Recorded data.
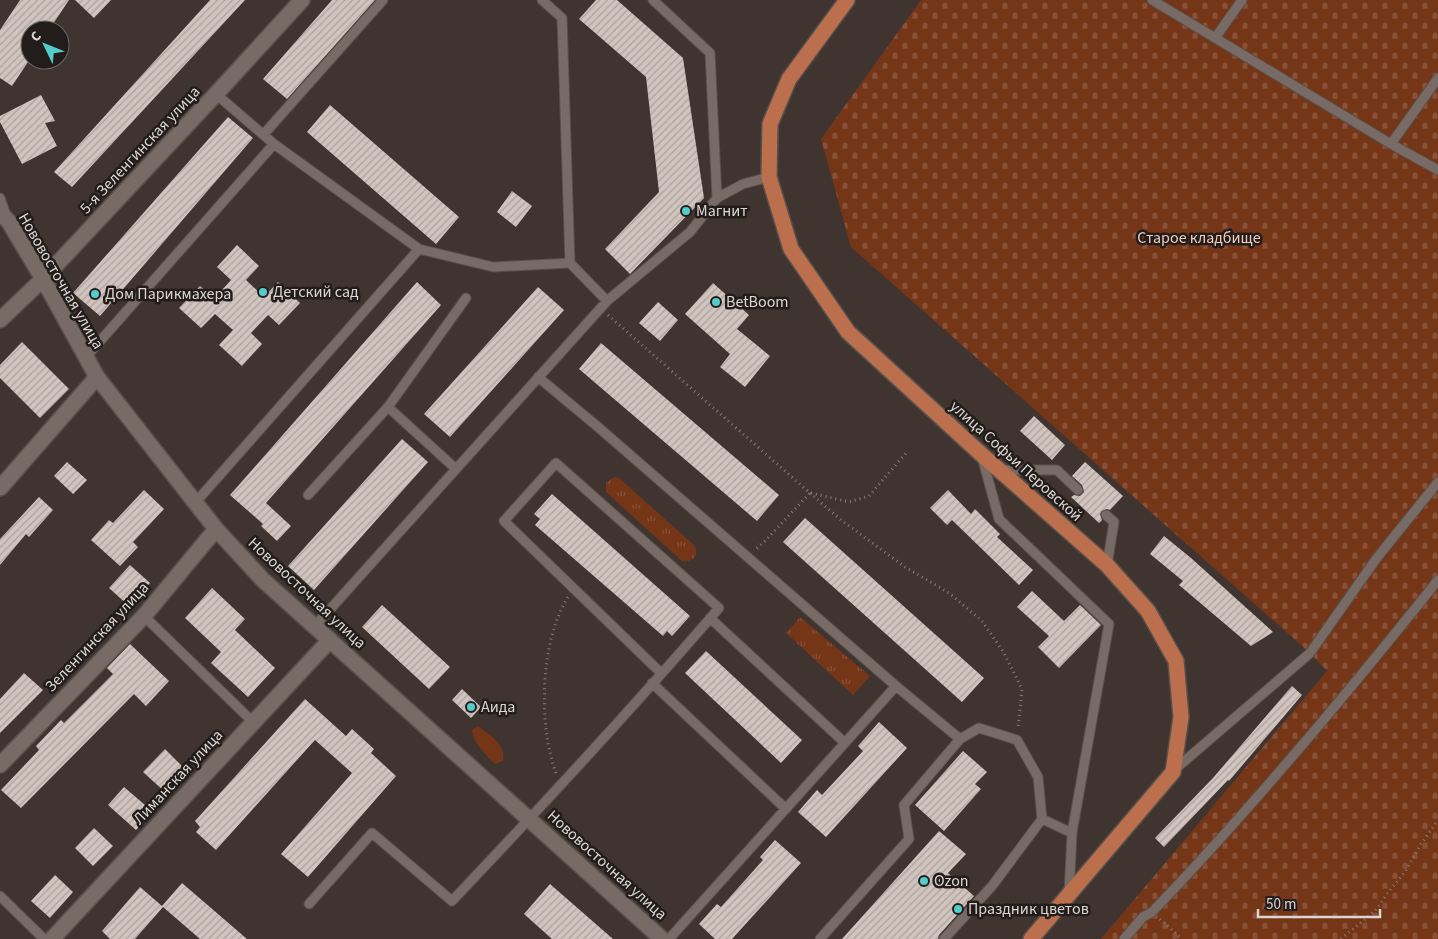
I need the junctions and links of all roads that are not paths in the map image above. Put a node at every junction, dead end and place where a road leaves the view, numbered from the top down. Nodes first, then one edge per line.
1 (302, 0) edge
2 (383, 0) edge
3 (542, 0) edge
4 (654, 0) edge
5 (848, 0) edge
6 (1152, 0) edge
7 (1242, 0) edge
8 (1215, 38) junction
9 (1438, 78) edge
10 (216, 94) junction
11 (263, 135) junction
12 (274, 144) junction
13 (1391, 144) junction
14 (1438, 170) edge
15 (770, 178) junction
16 (0, 198) edge
17 (717, 198) junction
18 (4, 217) edge
19 (419, 249) junction
20 (570, 263) junction
21 (43, 279) junction
22 (466, 298) dead end
23 (608, 301) junction
24 (0, 320) edge
25 (86, 357) junction
26 (97, 377) junction
27 (538, 377) junction
28 (388, 407) junction
29 (981, 454) junction
30 (456, 469) junction
31 (1001, 470) junction
32 (1438, 482) edge
33 (0, 488) edge
34 (1078, 490) dead end
35 (308, 495) dead end
36 (195, 503) junction
37 (1106, 515) dead end
38 (216, 529) junction
39 (1107, 565) junction
40 (1438, 580) edge
41 (144, 616) junction
42 (710, 618) junction
43 (314, 626) junction
44 (330, 640) junction
45 (661, 673) junction
46 (652, 684) junction
47 (896, 686) junction
48 (253, 722) junction
49 (960, 739) junction
50 (846, 743) junction
51 (0, 765) edge
52 (1173, 772) junction
53 (786, 809) junction
54 (530, 819) junction
55 (1042, 819) junction
56 (1072, 833) junction
57 (1069, 895) junction
58 (0, 896) edge
59 (309, 904) dead end
60 (44, 939) edge
61 (52, 939) edge
62 (662, 939) edge
63 (669, 939) edge
64 (820, 939) edge
65 (944, 939) edge
66 (1031, 939) edge
67 (1124, 939) edge

1 - 10 street, 5-я Зеленгинская улица
2 - 11 lane
3 - 20 lane
4 - 17 lane
5 - 15 main road, улица Софьи Перовской
6 - 8 lane
7 - 8 lane
8 - 13 lane
9 - 13 lane
10 - 11 lane
10 - 21 street, 5-я Зеленгинская улица
11 - 12 lane
12 - 19 lane
12 - 25 lane
13 - 14 lane
15 - 17 lane
15 - 29 main road, улица Софьи Перовской
16 - 18 lane
17 - 23 lane
18 - 21 street, Нововосточная улица
19 - 20 lane
19 - 36 lane
20 - 23 lane
21 - 24 street, 5-я Зеленгинская улица
21 - 25 street, Нововосточная улица
22 - 28 lane
23 - 27 lane
25 - 26 street, Нововосточная улица
26 - 33 street
26 - 36 street, Нововосточная улица
27 - 30 lane
27 - 47 lane
28 - 30 lane
28 - 35 lane
29 - 31 main road, улица Софьи Перовской
29 - 56 lane
30 - 43 lane
31 - 34 lane
31 - 39 main road, улица Софьи Перовской
32 - 52 lane
36 - 38 street, Нововосточная улица
37 - 39 lane
38 - 41 street, Зеленгинская улица
38 - 43 street, Нововосточная улица
39 - 52 main road, улица Софьи Перовской
40 - 67 lane
41 - 48 lane
41 - 51 street, Зеленгинская улица
42 - 45 lane
42 - 45 lane
42 - 50 lane
43 - 44 street, Нововосточная улица
44 - 48 street, Лиманская улица
44 - 54 street, Нововосточная улица
45 - 46 lane
46 - 53 lane
46 - 54 lane
47 - 49 lane
47 - 50 lane
48 - 61 street, Лиманская улица
49 - 55 lane
49 - 64 lane
50 - 53 lane
52 - 57 main road
53 - 63 lane
54 - 59 lane
54 - 62 street, Нововосточная улица
55 - 56 lane
55 - 65 lane
56 - 57 lane
57 - 66 main road
58 - 60 lane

Problem details.
Copy out every line from the data above that has "road" in it.

Task solution.
I need the junctions and links of all roads that are not paths in the map image above. Put a node at every junction, dead end and place where a road leaves the view, numbered from the top down. Nodes first, then one edge per line.
5 - 15 main road, улица Софьи Перовской
15 - 29 main road, улица Софьи Перовской
29 - 31 main road, улица Софьи Перовской
31 - 39 main road, улица Софьи Перовской
39 - 52 main road, улица Софьи Перовской
52 - 57 main road
57 - 66 main road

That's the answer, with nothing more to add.